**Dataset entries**
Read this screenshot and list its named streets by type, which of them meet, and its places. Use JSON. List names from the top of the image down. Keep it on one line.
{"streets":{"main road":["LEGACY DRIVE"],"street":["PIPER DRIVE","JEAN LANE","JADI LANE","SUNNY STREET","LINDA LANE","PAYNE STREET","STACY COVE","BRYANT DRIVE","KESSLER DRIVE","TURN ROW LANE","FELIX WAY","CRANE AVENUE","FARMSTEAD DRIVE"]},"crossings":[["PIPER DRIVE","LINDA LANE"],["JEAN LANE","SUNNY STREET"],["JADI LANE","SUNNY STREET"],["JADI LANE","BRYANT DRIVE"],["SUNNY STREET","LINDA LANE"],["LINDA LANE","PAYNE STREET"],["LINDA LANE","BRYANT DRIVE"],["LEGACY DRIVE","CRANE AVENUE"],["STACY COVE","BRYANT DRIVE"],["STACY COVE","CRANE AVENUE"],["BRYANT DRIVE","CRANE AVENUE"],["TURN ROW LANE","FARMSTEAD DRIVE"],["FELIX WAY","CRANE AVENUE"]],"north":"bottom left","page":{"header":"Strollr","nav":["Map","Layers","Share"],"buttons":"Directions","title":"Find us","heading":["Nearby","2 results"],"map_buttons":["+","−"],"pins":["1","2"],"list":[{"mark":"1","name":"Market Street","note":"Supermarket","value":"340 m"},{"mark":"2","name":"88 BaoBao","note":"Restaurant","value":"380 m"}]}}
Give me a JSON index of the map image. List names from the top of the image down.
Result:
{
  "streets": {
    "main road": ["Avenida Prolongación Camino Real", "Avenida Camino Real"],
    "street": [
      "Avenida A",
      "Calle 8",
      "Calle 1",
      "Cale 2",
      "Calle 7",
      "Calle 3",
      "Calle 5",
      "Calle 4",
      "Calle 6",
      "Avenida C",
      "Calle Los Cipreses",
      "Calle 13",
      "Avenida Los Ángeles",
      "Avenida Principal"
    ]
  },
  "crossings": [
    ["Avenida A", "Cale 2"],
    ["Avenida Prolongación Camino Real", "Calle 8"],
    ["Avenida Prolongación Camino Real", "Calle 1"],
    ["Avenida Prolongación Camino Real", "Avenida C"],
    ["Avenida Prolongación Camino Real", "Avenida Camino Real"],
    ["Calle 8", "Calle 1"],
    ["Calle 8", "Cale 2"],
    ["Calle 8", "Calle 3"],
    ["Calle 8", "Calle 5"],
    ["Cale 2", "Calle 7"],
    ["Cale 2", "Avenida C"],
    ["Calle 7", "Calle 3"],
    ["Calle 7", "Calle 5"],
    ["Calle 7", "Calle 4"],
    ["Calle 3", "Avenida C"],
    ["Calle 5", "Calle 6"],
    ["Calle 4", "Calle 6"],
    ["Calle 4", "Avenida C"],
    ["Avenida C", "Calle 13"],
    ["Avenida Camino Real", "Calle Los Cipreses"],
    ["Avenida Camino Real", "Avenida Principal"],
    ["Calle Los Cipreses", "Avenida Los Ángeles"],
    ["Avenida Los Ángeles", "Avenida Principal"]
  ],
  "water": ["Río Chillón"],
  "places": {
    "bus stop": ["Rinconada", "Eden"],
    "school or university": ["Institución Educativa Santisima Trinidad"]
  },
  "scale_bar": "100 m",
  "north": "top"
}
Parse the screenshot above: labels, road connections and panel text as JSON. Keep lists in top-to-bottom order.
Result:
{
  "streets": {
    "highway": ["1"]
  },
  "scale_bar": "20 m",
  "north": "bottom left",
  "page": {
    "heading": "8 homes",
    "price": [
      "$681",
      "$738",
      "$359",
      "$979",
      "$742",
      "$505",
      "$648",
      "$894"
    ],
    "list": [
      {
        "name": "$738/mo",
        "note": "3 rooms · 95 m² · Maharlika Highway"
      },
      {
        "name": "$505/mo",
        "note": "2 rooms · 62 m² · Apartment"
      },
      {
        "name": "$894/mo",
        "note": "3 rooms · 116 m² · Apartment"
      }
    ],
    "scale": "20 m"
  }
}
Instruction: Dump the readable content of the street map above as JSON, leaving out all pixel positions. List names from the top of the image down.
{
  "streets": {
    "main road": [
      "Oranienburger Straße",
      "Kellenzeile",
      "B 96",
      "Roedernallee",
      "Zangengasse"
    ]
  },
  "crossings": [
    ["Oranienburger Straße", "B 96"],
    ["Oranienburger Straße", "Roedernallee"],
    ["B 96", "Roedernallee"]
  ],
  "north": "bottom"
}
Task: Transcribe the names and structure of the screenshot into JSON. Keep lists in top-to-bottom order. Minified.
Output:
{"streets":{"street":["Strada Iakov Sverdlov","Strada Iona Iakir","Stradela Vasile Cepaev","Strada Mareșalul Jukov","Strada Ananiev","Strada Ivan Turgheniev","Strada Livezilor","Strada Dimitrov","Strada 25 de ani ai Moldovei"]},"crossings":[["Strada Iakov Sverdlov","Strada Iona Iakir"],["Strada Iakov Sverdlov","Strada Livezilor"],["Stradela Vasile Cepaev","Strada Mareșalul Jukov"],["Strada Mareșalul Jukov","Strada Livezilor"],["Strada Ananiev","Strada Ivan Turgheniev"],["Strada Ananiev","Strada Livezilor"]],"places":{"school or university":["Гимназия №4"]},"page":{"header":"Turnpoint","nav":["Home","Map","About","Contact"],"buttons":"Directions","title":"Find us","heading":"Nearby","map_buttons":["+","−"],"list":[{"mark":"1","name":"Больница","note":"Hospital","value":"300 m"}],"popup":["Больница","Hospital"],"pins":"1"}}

**EXERCISE REQUIREMENTS**
Search the data for the string "Ángeles" and copy every line where it appears.

**TASK SOLUTION**
      "Avenida Los Ángeles",
    ["Calle Los Cipreses", "Avenida Los Ángeles"],
    ["Avenida Los Ángeles", "Avenida Principal"]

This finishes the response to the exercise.